La traición no borra lo que fui ni lo que di; revela lo que el otro no supo sostener. Y aunque el dolor aún exista, también existe una certeza que empieza a crecer dentro de mí: Es la forma en que la vida recuerda que cada acto consciente tiene peso y que ninguna decisión tomada con intención queda sin respuesta.
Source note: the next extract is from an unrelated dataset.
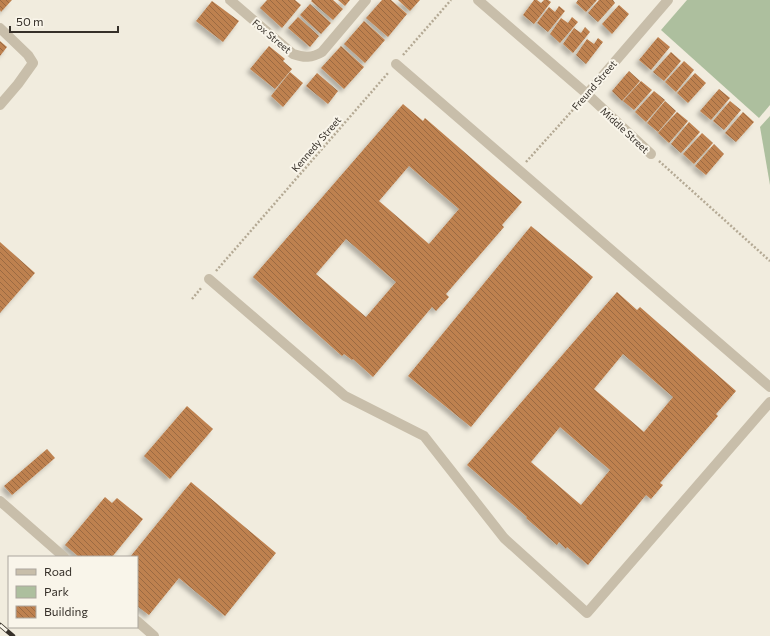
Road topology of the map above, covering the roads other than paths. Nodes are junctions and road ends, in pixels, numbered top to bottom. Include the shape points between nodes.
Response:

Hoy puedo decir que fui traicionado, pero también puedo decir que sigo de pie. No porque el dolor haya desaparecido, sino porque he decidido no permitir que esa herida defina mi destino. La traición rompe la confianza, pero también abre la oportunidad de reconstruir la vida con mayor claridad, con mayor firmeza y con una verdad que ya no depende de promesas ajenas, sino de la fuerza interior que Dios coloca en el corazón cuando todo parece perdido. Porque a pesar de todo mi corazón, mi mente estan limpios sin deuda porque di lo mejor. Me quede con todo el amor en mis manos, me quede con todas las preguntas en mi mente, me quede solo por casi los 7 meses. Ahora todo ese amor podrá ser entregado con coherencia porque lo que nunca dará la cara se hundirá en lo más profundo de mi corazón, porque así como ame con todas mis fuerzas, olvidaré con todas mis fuerzas. Espere, espere y espere pero solamente confirme con el tiempo y con la información que tenía razón. Las personas si saben lo que hacen.
"No os engañéis; Dios no puede ser burlado: pues todo lo que el hombre sembrare, eso también segará."